• [Work order]: Would you please repeat all of the data exactly, omitting the pictures?

====== Information provided

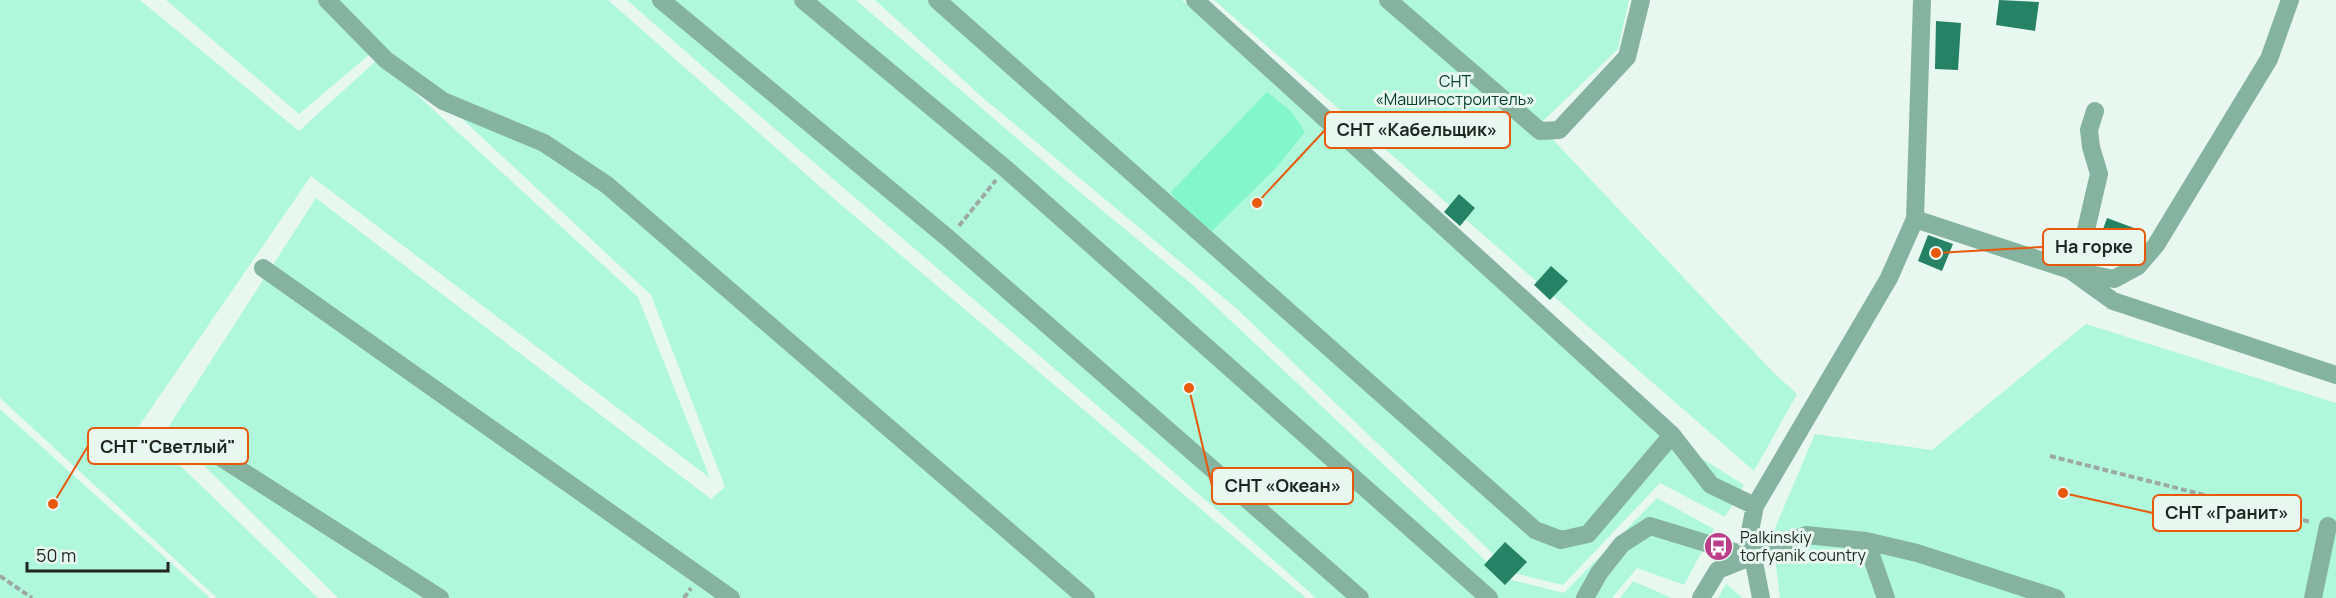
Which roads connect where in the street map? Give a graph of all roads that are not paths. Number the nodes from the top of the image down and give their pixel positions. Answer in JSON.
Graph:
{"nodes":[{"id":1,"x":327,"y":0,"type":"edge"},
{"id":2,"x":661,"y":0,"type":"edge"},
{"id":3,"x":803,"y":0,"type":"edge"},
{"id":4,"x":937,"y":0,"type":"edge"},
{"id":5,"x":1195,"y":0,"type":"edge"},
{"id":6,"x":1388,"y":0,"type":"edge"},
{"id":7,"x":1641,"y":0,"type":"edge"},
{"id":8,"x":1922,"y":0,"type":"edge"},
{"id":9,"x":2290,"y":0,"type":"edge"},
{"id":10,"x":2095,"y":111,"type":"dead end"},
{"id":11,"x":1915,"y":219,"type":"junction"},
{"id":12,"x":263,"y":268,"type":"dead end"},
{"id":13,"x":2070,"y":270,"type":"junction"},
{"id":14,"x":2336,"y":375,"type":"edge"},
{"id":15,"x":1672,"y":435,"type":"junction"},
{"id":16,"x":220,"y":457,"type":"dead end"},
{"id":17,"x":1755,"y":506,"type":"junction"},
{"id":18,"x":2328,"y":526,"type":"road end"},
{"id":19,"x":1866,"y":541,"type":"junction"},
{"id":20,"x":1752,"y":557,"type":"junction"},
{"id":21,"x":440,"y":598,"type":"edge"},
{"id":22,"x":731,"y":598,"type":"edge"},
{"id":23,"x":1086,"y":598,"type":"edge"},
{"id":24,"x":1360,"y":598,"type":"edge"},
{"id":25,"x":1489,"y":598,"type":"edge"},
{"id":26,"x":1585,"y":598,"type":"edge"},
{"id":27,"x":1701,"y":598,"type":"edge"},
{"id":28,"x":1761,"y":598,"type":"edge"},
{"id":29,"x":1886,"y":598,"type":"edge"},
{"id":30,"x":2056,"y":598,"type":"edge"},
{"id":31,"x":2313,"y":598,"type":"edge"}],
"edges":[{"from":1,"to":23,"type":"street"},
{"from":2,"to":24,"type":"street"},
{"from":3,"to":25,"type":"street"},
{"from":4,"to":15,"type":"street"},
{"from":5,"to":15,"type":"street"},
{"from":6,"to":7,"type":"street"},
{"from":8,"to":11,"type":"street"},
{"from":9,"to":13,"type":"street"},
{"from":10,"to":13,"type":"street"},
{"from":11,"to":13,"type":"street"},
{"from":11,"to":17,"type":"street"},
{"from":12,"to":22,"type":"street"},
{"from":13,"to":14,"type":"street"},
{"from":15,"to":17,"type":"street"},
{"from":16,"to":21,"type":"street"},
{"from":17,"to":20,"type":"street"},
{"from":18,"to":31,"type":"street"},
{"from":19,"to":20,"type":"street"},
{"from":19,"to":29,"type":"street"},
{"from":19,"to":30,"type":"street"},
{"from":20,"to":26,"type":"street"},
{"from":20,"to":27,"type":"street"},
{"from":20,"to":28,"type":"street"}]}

============

• [Result]:
Which roads connect where in the street map? Give a graph of all roads that are not paths. Number the nodes from the top of the image down and give their pixel positions. Answer in JSON.
Graph:
{"nodes":[{"id":1,"x":327,"y":0,"type":"edge"},
{"id":2,"x":661,"y":0,"type":"edge"},
{"id":3,"x":803,"y":0,"type":"edge"},
{"id":4,"x":937,"y":0,"type":"edge"},
{"id":5,"x":1195,"y":0,"type":"edge"},
{"id":6,"x":1388,"y":0,"type":"edge"},
{"id":7,"x":1641,"y":0,"type":"edge"},
{"id":8,"x":1922,"y":0,"type":"edge"},
{"id":9,"x":2290,"y":0,"type":"edge"},
{"id":10,"x":2095,"y":111,"type":"dead end"},
{"id":11,"x":1915,"y":219,"type":"junction"},
{"id":12,"x":263,"y":268,"type":"dead end"},
{"id":13,"x":2070,"y":270,"type":"junction"},
{"id":14,"x":2336,"y":375,"type":"edge"},
{"id":15,"x":1672,"y":435,"type":"junction"},
{"id":16,"x":220,"y":457,"type":"dead end"},
{"id":17,"x":1755,"y":506,"type":"junction"},
{"id":18,"x":2328,"y":526,"type":"road end"},
{"id":19,"x":1866,"y":541,"type":"junction"},
{"id":20,"x":1752,"y":557,"type":"junction"},
{"id":21,"x":440,"y":598,"type":"edge"},
{"id":22,"x":731,"y":598,"type":"edge"},
{"id":23,"x":1086,"y":598,"type":"edge"},
{"id":24,"x":1360,"y":598,"type":"edge"},
{"id":25,"x":1489,"y":598,"type":"edge"},
{"id":26,"x":1585,"y":598,"type":"edge"},
{"id":27,"x":1701,"y":598,"type":"edge"},
{"id":28,"x":1761,"y":598,"type":"edge"},
{"id":29,"x":1886,"y":598,"type":"edge"},
{"id":30,"x":2056,"y":598,"type":"edge"},
{"id":31,"x":2313,"y":598,"type":"edge"}],
"edges":[{"from":1,"to":23,"type":"street"},
{"from":2,"to":24,"type":"street"},
{"from":3,"to":25,"type":"street"},
{"from":4,"to":15,"type":"street"},
{"from":5,"to":15,"type":"street"},
{"from":6,"to":7,"type":"street"},
{"from":8,"to":11,"type":"street"},
{"from":9,"to":13,"type":"street"},
{"from":10,"to":13,"type":"street"},
{"from":11,"to":13,"type":"street"},
{"from":11,"to":17,"type":"street"},
{"from":12,"to":22,"type":"street"},
{"from":13,"to":14,"type":"street"},
{"from":15,"to":17,"type":"street"},
{"from":16,"to":21,"type":"street"},
{"from":17,"to":20,"type":"street"},
{"from":18,"to":31,"type":"street"},
{"from":19,"to":20,"type":"street"},
{"from":19,"to":29,"type":"street"},
{"from":19,"to":30,"type":"street"},
{"from":20,"to":26,"type":"street"},
{"from":20,"to":27,"type":"street"},
{"from":20,"to":28,"type":"street"}]}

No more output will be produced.